*Provided data*
+ + + +

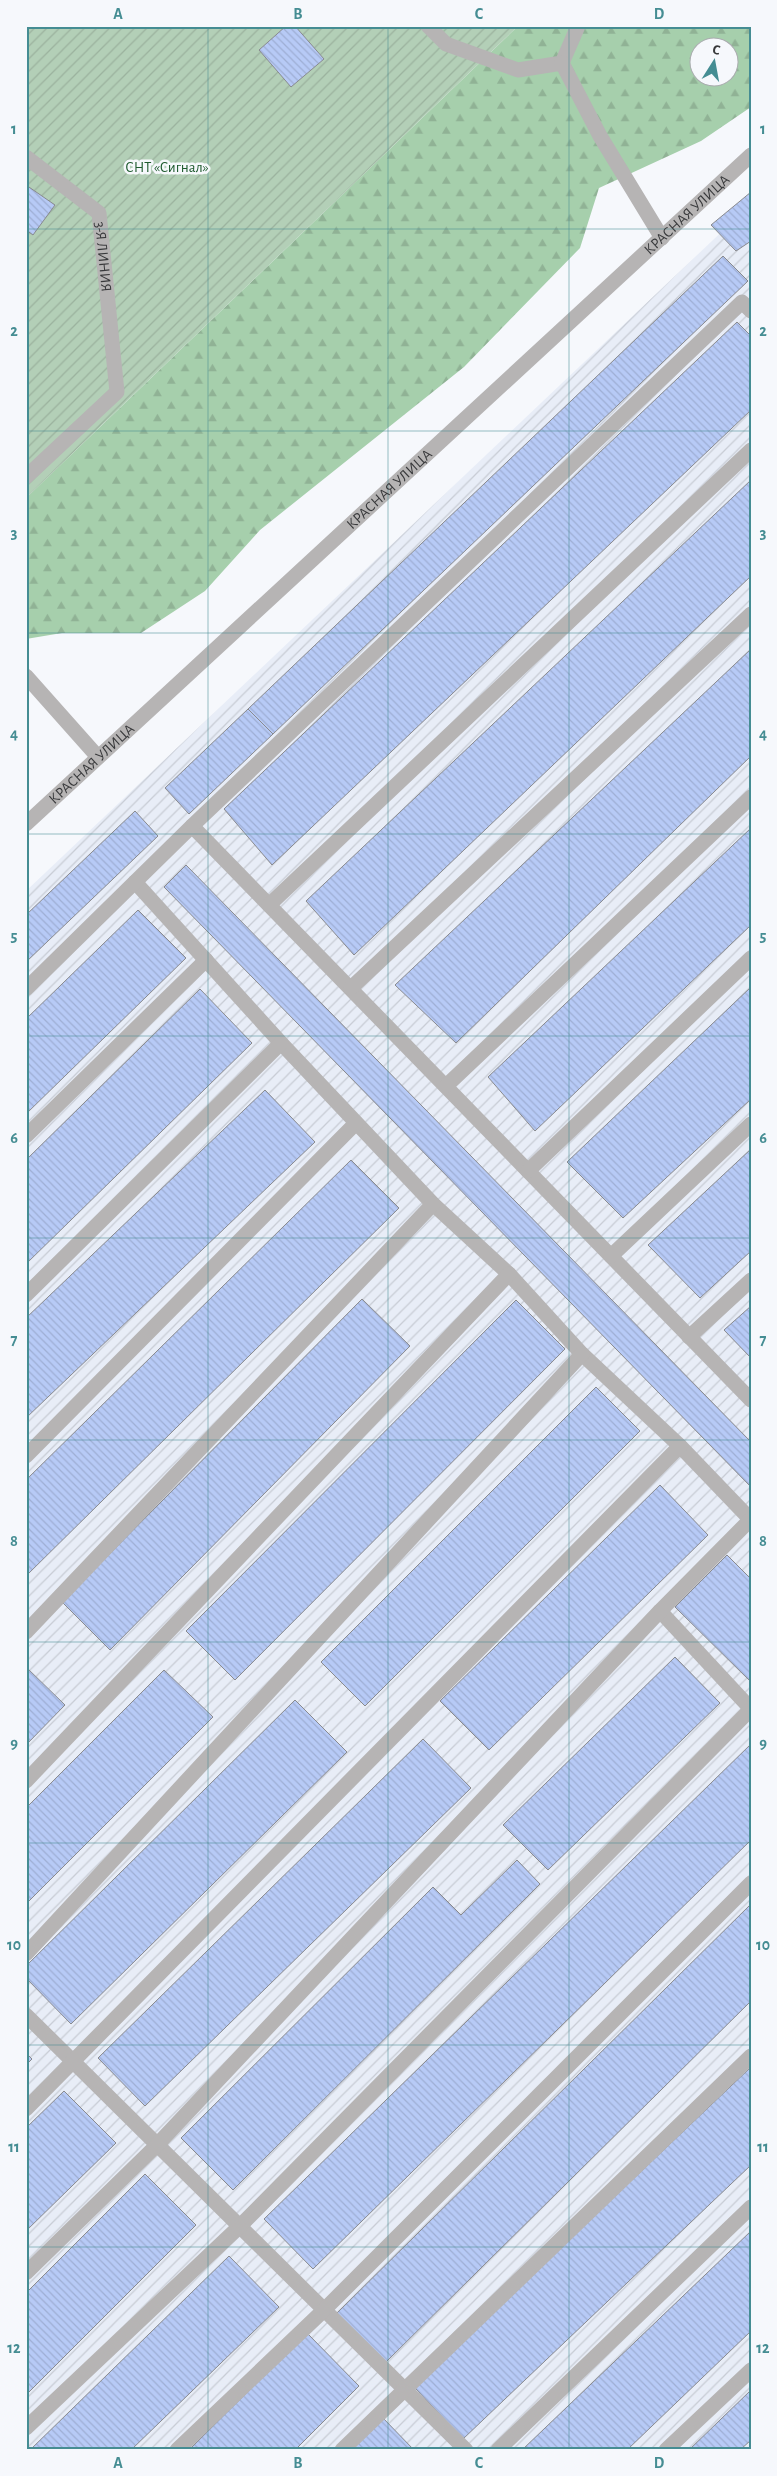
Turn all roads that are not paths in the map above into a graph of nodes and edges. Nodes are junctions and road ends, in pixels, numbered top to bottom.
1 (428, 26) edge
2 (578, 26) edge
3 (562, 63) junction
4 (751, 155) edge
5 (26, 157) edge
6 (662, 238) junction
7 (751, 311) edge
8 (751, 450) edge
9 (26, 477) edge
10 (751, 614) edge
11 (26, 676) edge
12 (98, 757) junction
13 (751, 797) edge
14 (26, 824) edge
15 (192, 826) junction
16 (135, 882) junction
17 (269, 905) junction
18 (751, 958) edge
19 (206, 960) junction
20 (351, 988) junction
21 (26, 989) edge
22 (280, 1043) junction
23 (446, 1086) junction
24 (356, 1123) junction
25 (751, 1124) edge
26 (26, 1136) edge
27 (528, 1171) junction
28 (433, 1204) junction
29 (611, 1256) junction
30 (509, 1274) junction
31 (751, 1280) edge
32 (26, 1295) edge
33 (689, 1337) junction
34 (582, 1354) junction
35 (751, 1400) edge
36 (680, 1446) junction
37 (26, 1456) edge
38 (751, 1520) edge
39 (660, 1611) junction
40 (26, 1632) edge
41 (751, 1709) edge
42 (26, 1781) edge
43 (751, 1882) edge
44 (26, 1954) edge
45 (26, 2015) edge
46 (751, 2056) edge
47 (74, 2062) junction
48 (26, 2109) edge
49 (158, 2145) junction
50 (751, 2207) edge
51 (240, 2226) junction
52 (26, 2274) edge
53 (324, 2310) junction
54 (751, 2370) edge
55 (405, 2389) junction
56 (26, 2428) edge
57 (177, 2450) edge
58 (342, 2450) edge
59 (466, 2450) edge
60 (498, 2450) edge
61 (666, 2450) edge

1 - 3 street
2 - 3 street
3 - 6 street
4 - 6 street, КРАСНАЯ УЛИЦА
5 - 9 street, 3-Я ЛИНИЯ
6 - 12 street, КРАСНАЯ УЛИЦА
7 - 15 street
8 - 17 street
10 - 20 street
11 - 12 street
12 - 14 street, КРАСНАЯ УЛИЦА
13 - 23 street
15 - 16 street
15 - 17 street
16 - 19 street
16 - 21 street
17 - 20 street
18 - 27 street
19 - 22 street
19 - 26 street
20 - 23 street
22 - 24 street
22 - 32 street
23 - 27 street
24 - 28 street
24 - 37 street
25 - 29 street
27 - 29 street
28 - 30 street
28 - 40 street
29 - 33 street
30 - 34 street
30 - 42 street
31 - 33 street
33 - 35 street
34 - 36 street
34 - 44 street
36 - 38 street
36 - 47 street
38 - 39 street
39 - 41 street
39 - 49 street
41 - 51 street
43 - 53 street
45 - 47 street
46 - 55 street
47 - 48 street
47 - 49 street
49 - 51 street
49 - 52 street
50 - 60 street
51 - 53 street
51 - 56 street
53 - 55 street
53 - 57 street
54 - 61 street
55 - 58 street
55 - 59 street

+ + + +

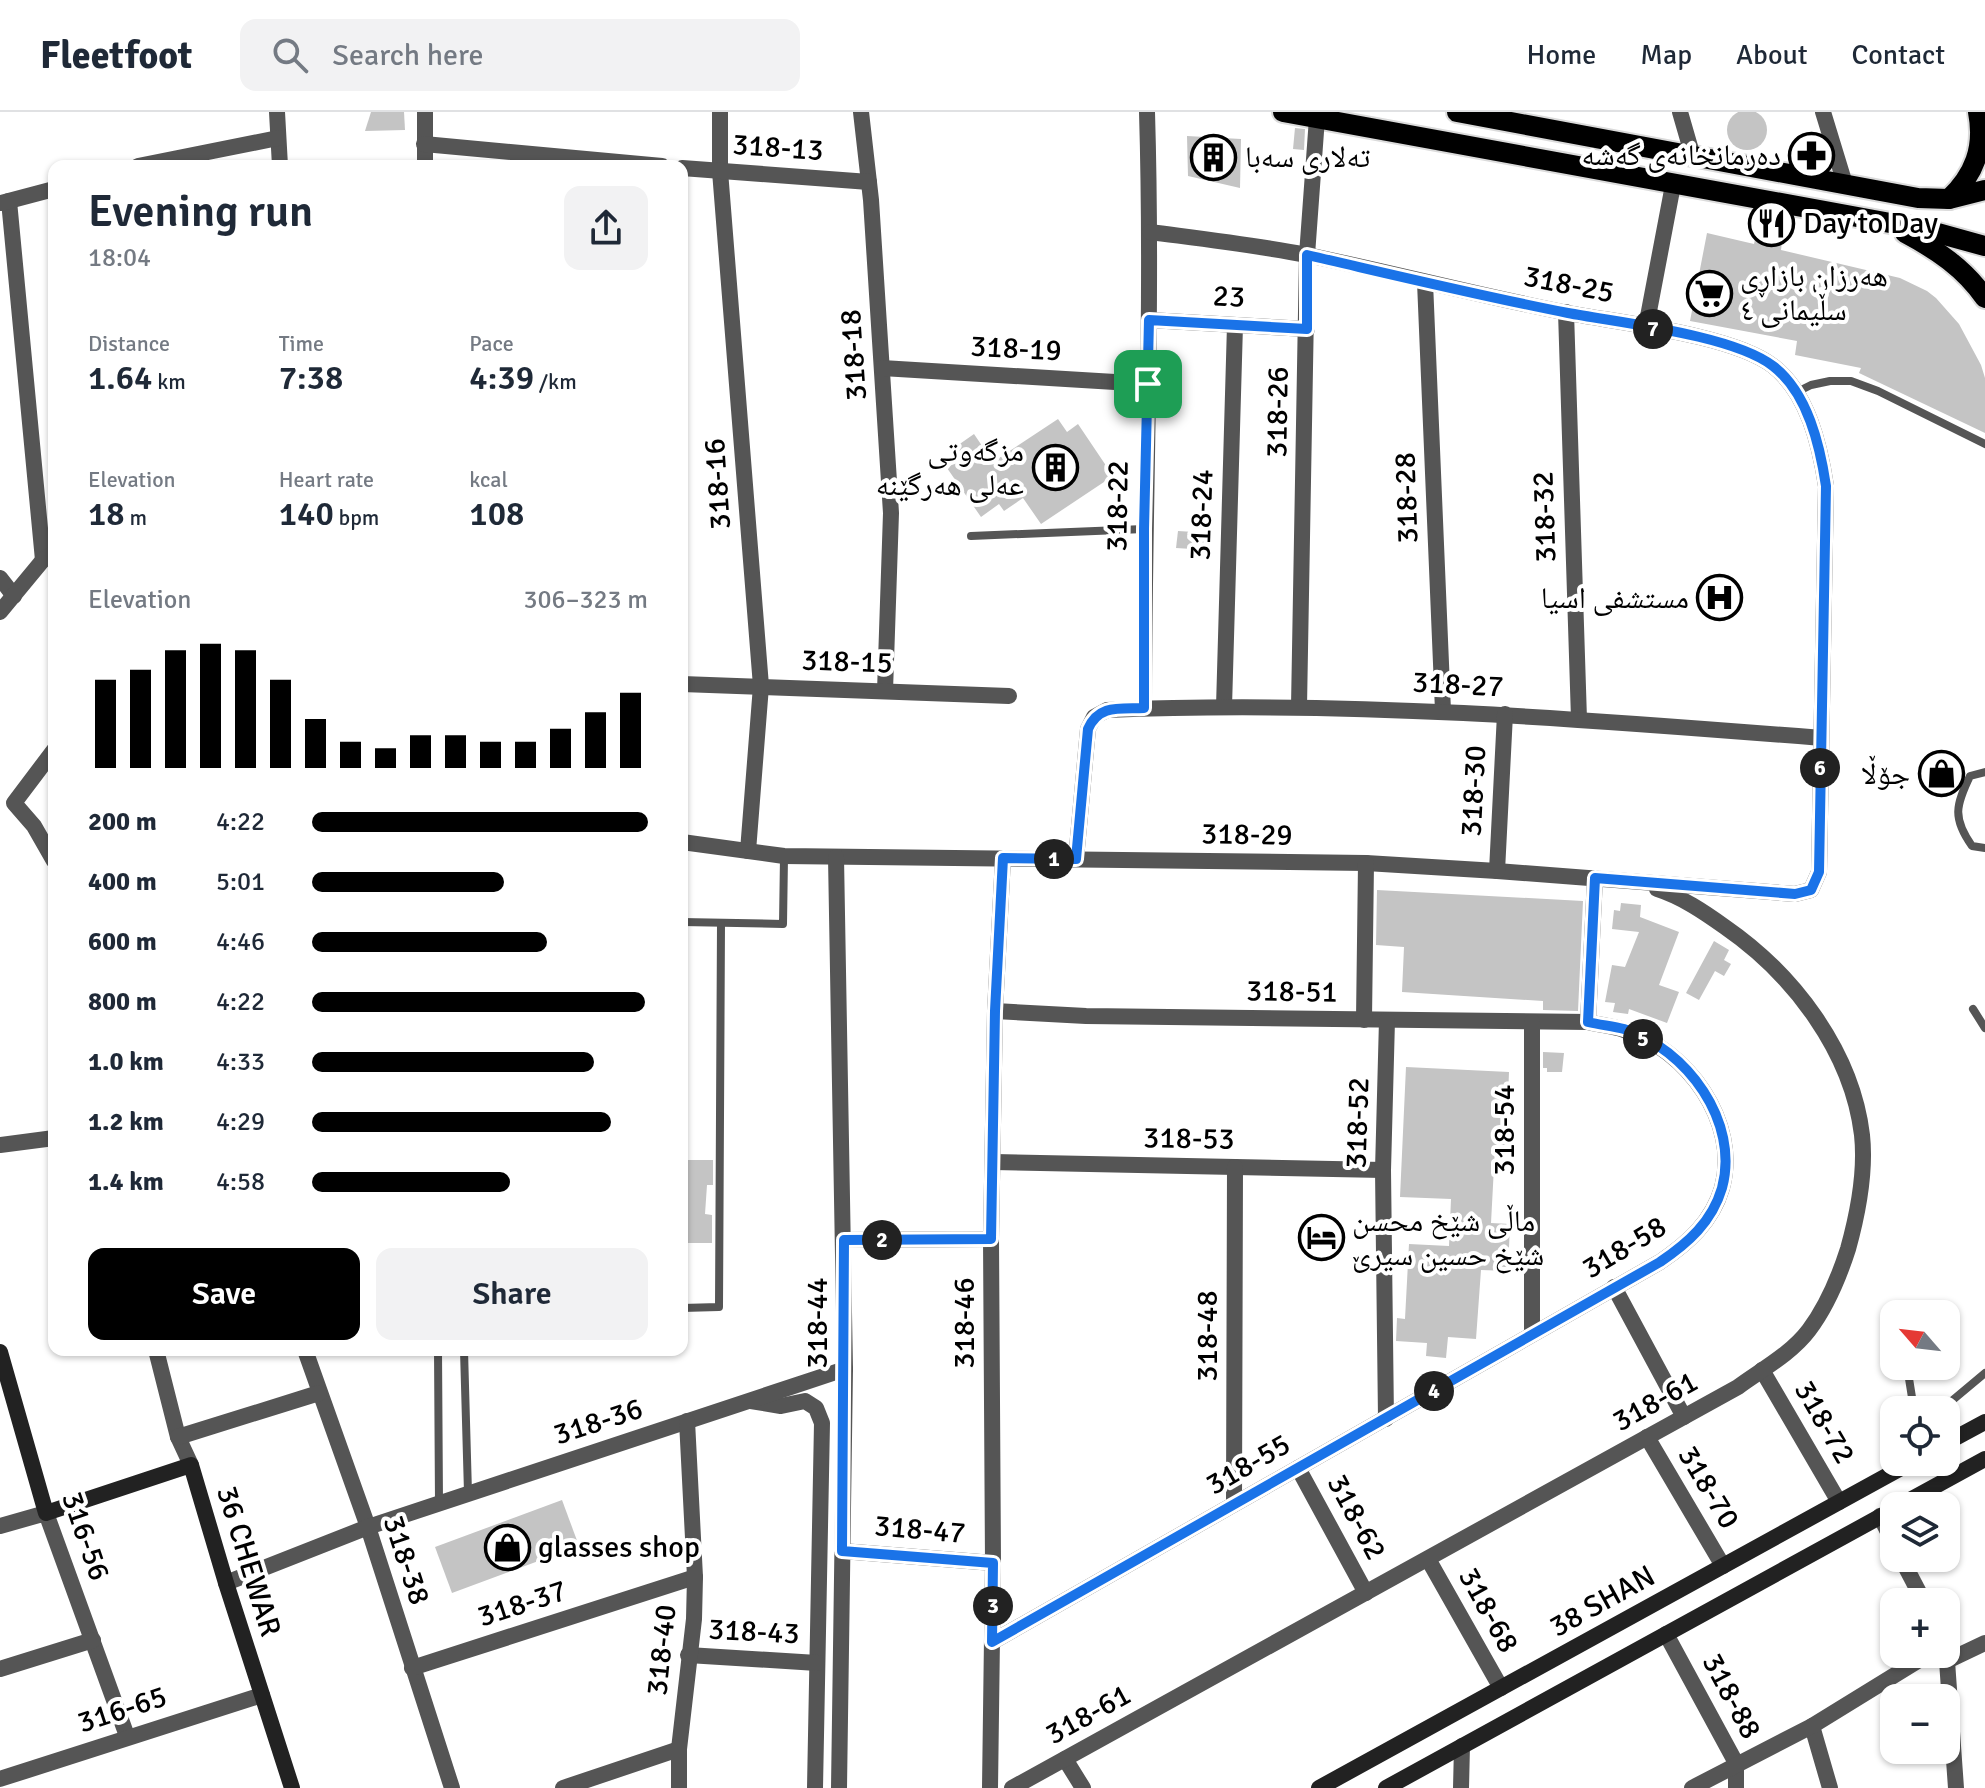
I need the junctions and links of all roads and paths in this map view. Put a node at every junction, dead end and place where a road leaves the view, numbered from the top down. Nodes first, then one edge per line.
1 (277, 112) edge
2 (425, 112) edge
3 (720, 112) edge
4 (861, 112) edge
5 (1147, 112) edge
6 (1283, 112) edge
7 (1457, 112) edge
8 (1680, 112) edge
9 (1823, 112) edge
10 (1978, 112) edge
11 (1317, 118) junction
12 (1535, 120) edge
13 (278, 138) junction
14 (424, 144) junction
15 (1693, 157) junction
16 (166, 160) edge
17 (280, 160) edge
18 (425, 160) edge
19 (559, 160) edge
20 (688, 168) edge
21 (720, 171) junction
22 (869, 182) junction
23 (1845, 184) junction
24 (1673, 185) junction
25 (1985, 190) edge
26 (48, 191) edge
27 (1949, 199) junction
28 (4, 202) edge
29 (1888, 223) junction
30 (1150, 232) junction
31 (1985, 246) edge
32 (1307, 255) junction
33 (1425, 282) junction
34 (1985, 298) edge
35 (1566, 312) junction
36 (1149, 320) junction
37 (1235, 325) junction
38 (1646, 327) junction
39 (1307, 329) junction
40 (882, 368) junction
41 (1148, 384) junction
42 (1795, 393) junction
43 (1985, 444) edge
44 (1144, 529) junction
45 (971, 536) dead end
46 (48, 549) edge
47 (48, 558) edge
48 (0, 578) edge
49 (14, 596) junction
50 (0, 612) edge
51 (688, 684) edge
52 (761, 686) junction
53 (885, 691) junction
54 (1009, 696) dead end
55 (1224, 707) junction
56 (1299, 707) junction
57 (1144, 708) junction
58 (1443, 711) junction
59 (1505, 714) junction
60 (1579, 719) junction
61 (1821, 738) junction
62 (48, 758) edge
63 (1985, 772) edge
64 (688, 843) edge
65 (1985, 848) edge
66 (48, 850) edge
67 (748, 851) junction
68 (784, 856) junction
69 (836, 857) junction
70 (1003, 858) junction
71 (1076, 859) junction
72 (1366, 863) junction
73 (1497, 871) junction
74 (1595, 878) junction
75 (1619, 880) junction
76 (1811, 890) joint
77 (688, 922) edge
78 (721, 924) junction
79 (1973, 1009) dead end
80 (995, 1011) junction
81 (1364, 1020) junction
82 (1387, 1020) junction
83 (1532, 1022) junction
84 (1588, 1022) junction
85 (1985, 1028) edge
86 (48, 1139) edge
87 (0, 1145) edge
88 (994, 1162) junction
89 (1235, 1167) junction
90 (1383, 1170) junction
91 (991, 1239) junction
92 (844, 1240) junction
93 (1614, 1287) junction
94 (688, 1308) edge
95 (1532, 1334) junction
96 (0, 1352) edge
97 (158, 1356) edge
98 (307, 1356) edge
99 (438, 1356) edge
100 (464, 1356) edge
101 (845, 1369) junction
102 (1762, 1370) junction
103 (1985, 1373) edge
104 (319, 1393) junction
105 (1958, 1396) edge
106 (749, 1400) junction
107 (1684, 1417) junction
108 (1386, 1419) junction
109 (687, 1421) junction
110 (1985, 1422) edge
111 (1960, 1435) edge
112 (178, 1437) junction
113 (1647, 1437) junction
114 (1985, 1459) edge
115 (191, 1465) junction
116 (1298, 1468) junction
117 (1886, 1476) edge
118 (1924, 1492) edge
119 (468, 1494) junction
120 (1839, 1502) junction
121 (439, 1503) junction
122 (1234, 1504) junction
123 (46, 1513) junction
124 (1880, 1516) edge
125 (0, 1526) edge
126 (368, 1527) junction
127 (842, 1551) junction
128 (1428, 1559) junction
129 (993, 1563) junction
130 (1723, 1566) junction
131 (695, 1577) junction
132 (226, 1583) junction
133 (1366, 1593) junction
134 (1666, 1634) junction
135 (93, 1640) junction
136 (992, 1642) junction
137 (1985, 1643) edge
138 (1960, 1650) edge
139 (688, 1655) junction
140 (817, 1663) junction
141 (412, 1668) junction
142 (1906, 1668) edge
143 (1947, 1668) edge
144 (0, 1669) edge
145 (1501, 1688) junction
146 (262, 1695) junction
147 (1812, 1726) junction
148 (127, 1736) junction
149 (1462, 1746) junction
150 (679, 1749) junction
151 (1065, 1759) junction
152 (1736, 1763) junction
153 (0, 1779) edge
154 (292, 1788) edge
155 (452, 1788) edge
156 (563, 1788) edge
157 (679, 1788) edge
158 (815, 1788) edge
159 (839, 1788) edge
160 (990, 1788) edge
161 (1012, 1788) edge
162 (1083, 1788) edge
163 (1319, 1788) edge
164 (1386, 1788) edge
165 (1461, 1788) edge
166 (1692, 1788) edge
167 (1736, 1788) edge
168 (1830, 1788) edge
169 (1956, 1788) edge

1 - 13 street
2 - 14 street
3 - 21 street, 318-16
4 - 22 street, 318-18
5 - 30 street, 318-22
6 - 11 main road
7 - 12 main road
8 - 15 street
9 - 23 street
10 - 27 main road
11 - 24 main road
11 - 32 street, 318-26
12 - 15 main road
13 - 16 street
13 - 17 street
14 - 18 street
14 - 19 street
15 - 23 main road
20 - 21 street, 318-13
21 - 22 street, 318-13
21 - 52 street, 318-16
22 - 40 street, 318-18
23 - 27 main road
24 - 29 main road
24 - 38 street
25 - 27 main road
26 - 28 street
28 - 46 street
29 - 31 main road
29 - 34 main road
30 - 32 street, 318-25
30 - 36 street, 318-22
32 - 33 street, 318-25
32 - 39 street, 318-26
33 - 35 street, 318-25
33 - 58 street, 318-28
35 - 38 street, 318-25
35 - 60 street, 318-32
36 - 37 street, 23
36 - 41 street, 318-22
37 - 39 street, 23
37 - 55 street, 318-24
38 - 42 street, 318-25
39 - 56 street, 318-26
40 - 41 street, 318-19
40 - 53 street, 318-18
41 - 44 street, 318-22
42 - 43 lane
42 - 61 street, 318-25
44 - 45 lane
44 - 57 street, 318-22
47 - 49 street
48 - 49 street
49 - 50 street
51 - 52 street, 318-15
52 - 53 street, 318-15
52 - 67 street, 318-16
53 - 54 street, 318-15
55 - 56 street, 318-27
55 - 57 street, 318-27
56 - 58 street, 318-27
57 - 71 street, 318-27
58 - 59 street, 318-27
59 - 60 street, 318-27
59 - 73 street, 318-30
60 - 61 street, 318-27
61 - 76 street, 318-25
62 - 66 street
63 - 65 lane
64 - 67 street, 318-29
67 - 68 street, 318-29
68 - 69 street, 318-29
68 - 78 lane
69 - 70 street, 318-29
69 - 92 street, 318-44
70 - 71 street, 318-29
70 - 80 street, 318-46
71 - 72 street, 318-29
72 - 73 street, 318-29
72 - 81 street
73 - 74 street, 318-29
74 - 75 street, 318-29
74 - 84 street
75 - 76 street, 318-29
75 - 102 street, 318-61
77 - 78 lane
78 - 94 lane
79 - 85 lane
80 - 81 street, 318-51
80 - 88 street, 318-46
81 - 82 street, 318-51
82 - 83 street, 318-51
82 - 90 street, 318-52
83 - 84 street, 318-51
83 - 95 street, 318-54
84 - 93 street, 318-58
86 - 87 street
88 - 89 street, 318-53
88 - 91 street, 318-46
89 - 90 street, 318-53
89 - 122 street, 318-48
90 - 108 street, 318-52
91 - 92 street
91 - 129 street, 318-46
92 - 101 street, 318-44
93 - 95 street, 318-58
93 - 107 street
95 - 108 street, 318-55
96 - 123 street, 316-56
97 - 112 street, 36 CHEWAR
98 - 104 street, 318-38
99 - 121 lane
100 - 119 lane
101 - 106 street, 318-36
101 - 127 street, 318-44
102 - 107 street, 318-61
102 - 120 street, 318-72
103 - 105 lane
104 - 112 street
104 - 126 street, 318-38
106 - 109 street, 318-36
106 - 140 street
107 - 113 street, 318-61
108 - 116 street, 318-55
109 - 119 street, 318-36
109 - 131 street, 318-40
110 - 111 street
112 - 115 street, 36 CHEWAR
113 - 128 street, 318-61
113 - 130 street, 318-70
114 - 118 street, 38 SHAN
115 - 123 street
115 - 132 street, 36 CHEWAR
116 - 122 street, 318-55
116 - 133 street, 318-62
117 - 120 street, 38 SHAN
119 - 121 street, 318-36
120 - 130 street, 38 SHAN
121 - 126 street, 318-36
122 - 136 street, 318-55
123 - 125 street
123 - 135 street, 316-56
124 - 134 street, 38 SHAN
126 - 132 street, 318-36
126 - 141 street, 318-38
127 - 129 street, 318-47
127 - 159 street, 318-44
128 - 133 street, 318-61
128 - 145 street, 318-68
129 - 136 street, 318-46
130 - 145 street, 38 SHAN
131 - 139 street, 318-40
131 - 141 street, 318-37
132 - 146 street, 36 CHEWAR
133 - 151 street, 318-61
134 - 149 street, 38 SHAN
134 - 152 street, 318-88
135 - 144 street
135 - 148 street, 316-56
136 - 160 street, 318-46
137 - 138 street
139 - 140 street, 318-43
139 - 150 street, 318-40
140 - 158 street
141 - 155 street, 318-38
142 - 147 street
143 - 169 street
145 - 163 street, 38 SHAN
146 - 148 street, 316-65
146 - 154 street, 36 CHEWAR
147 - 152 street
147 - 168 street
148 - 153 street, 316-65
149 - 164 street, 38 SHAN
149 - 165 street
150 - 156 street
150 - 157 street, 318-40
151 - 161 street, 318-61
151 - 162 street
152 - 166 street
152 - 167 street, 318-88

+ + + +

*What is being asked*
Would you copy every line of the entries in which "CHEWAR" appears?

*Worked solution*
97 - 112 street, 36 CHEWAR
112 - 115 street, 36 CHEWAR
115 - 132 street, 36 CHEWAR
132 - 146 street, 36 CHEWAR
146 - 154 street, 36 CHEWAR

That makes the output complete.